Bu olay gösterdi ki 28 Şubat sürecinin başörtüsü mücadelesinde yan yana durmuş iki kişiden biri insan hakları adına bir yana, diğeri iktidarı muhafaza adına öbür yana düşmüş oldu.
Ardından konu iyice dallanıp budaklandı ve furyaya dönüştü.
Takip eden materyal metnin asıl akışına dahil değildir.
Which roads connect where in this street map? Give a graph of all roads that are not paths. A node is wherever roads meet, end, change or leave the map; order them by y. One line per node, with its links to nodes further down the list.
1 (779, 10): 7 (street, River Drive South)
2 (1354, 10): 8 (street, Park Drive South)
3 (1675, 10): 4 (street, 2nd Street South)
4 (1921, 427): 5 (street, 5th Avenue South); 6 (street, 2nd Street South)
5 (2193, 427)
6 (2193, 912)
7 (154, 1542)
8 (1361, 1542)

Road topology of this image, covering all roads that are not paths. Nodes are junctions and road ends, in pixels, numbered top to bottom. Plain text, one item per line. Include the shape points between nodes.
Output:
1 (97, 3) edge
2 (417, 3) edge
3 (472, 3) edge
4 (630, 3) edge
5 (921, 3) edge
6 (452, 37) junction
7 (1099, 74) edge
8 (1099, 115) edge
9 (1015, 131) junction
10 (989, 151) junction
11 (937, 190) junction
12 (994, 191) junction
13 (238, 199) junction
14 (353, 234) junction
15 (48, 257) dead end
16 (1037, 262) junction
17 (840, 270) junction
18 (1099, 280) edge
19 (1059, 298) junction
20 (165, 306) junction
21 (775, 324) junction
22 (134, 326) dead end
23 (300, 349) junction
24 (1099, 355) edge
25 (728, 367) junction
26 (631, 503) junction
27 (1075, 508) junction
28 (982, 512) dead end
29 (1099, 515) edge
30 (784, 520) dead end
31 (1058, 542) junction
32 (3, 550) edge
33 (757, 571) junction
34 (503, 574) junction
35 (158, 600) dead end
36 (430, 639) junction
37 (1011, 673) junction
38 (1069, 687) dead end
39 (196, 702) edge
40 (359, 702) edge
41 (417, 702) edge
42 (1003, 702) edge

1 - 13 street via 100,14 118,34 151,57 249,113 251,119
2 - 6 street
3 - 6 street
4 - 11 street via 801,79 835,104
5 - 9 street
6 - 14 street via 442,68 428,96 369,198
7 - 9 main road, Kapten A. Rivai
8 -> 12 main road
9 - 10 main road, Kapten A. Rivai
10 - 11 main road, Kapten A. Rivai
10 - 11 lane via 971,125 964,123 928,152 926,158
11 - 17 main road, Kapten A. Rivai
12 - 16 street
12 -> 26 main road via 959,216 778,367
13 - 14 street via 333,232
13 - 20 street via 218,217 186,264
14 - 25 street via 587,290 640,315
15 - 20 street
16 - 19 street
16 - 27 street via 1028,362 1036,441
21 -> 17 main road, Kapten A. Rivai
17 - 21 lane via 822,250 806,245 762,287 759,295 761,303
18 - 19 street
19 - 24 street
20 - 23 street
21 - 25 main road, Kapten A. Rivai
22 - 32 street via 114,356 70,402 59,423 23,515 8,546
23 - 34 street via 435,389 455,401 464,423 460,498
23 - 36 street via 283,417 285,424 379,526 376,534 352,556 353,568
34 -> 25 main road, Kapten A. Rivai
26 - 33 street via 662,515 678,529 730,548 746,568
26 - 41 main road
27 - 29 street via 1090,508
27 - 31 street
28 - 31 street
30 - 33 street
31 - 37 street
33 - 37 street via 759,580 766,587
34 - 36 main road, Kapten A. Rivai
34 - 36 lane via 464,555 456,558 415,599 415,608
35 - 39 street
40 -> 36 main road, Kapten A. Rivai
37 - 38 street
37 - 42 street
Kadınlar başlarından geçenleri anlatmaya ve delillendirmeye başladılar. İşin faili durumundaki kamu görevlileri elbette sustu, ama bazı eski kamu görevlileri de bu işin yaygın bir zulüm durumunda olduğunu açıkladılar.
Bu hukuksuzluğun araştırılması ve varsa suçlularının cezalandırılması için neler yapıldı bilemiyoruz. Zira basın hürriyeti işlemiyor.
Ama bunun da etkisiyle konunun AKP aleyhine ciddî bir uluslar arası insan hakları PR çalışmasına da dönüştürüldüğü anlaşılıyor. Bu durum hem Özlem Zengin gibi konuyla bir biçimde ilgili hale gelmiş olanları ve hem de genel olarak hükümeti etkiliyor. AKP bu durumu kendi aleyhine değil de devlet aleyhine imiş gibi göstermeye çalışıyor, ama başaramıyor.
Önceki akşam TBMM’de yine bu konu gündeme getirilince kendisini savunmak zorunda hisseden Özlem Zengin bu işin bir “FETÖ projesi” olduğu fikrini tekrar ederken savunma psikolojisinin ve sosyal baskının da etkisiyle olsa gerek yine ciddî bir hata yaptı.
Aynen şöyle söyledi:
“Bir kadını çıplak arayacaksın, dakikasında bundan rahatsızlığını beyan eder, bir sene beklemez. Onurlu kadın, ahlâklı kadın bir sene beklemez. Bu kurgusal bir harekettir. Biliyoruz ki size ve o kadınlara bir aferin geldi.”
Tek kişilik ordu Gergerlioğlu’nun “aferin” için iş yaptığını varsaymak abes.
Zulmün gerçekliği-sahteliği ve hükümete bu yönden hücumun kurgusallığı tartışması böylece yine bir yana düştü. Konu yine muhafazakâr kadınlara onursuzluk ve ahlâksızlık isnadına dönüştü.
Hâlbuki sorumluluk makamında bulunanlara düşen daha şefkatli olmak ve daha dikkatli bir dil kullanmak.
Neden böyle oluyor?
Sebebi belli: “cemaat eşittir terör örgütü” formülü ve cemaat mensubiyetini gösteren delillerle terör örgütü üyeliğinden ceza verilmesi, işin mantığını çökertiyor ve herkesin kimyasını bozuyor.
O halde çare de belli: Suçluyu adaletle cezalandırmak ve terörist olmayan muhafazakâr muhaliflerin onurunu muhafaza etmek.